Task to carry out: With nothing added or dropped, output every record below exactly.

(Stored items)

====

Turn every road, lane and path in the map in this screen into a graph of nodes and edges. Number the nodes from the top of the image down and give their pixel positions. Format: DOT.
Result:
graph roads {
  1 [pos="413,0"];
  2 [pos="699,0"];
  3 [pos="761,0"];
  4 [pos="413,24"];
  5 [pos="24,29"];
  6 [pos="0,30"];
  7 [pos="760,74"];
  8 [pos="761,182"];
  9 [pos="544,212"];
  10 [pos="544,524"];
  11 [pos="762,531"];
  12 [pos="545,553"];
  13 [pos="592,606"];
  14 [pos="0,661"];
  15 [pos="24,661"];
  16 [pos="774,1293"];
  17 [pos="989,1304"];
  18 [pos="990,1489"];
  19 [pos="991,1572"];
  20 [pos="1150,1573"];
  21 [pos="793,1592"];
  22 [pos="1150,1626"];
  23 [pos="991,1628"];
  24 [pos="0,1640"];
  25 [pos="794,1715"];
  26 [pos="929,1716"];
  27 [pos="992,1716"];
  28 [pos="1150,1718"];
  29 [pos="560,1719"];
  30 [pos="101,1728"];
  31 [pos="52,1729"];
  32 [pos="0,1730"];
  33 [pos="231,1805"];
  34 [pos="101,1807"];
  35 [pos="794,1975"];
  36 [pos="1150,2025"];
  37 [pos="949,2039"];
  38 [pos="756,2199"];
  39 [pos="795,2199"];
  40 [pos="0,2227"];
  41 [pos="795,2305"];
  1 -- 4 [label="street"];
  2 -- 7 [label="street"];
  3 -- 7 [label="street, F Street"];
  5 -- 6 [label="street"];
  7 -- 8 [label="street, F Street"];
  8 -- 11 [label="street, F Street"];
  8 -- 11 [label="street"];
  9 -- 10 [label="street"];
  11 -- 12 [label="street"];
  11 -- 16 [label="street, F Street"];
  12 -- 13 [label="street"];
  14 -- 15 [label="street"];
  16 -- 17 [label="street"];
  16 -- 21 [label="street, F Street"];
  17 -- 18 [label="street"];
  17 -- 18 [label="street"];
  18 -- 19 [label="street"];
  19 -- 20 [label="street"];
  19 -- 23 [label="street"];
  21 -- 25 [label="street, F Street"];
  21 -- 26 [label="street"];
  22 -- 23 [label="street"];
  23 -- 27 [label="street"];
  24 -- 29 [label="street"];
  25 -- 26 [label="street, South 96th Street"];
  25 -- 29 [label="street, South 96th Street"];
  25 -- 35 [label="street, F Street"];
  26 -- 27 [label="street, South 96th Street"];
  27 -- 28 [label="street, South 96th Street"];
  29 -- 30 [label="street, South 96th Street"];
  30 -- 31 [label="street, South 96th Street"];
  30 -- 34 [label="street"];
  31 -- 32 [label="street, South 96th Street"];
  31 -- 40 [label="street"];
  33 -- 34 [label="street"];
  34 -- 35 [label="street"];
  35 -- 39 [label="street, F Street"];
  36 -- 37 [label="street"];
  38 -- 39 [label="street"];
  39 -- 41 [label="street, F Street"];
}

====

Solution to this problem:
Turn every road, lane and path in the map in this screen into a graph of nodes and edges. Number the nodes from the top of the image down and give their pixel positions. Format: DOT.
Result:
graph roads {
  1 [pos="413,0"];
  2 [pos="699,0"];
  3 [pos="761,0"];
  4 [pos="413,24"];
  5 [pos="24,29"];
  6 [pos="0,30"];
  7 [pos="760,74"];
  8 [pos="761,182"];
  9 [pos="544,212"];
  10 [pos="544,524"];
  11 [pos="762,531"];
  12 [pos="545,553"];
  13 [pos="592,606"];
  14 [pos="0,661"];
  15 [pos="24,661"];
  16 [pos="774,1293"];
  17 [pos="989,1304"];
  18 [pos="990,1489"];
  19 [pos="991,1572"];
  20 [pos="1150,1573"];
  21 [pos="793,1592"];
  22 [pos="1150,1626"];
  23 [pos="991,1628"];
  24 [pos="0,1640"];
  25 [pos="794,1715"];
  26 [pos="929,1716"];
  27 [pos="992,1716"];
  28 [pos="1150,1718"];
  29 [pos="560,1719"];
  30 [pos="101,1728"];
  31 [pos="52,1729"];
  32 [pos="0,1730"];
  33 [pos="231,1805"];
  34 [pos="101,1807"];
  35 [pos="794,1975"];
  36 [pos="1150,2025"];
  37 [pos="949,2039"];
  38 [pos="756,2199"];
  39 [pos="795,2199"];
  40 [pos="0,2227"];
  41 [pos="795,2305"];
  1 -- 4 [label="street"];
  2 -- 7 [label="street"];
  3 -- 7 [label="street, F Street"];
  5 -- 6 [label="street"];
  7 -- 8 [label="street, F Street"];
  8 -- 11 [label="street, F Street"];
  8 -- 11 [label="street"];
  9 -- 10 [label="street"];
  11 -- 12 [label="street"];
  11 -- 16 [label="street, F Street"];
  12 -- 13 [label="street"];
  14 -- 15 [label="street"];
  16 -- 17 [label="street"];
  16 -- 21 [label="street, F Street"];
  17 -- 18 [label="street"];
  17 -- 18 [label="street"];
  18 -- 19 [label="street"];
  19 -- 20 [label="street"];
  19 -- 23 [label="street"];
  21 -- 25 [label="street, F Street"];
  21 -- 26 [label="street"];
  22 -- 23 [label="street"];
  23 -- 27 [label="street"];
  24 -- 29 [label="street"];
  25 -- 26 [label="street, South 96th Street"];
  25 -- 29 [label="street, South 96th Street"];
  25 -- 35 [label="street, F Street"];
  26 -- 27 [label="street, South 96th Street"];
  27 -- 28 [label="street, South 96th Street"];
  29 -- 30 [label="street, South 96th Street"];
  30 -- 31 [label="street, South 96th Street"];
  30 -- 34 [label="street"];
  31 -- 32 [label="street, South 96th Street"];
  31 -- 40 [label="street"];
  33 -- 34 [label="street"];
  34 -- 35 [label="street"];
  35 -- 39 [label="street, F Street"];
  36 -- 37 [label="street"];
  38 -- 39 [label="street"];
  39 -- 41 [label="street, F Street"];
}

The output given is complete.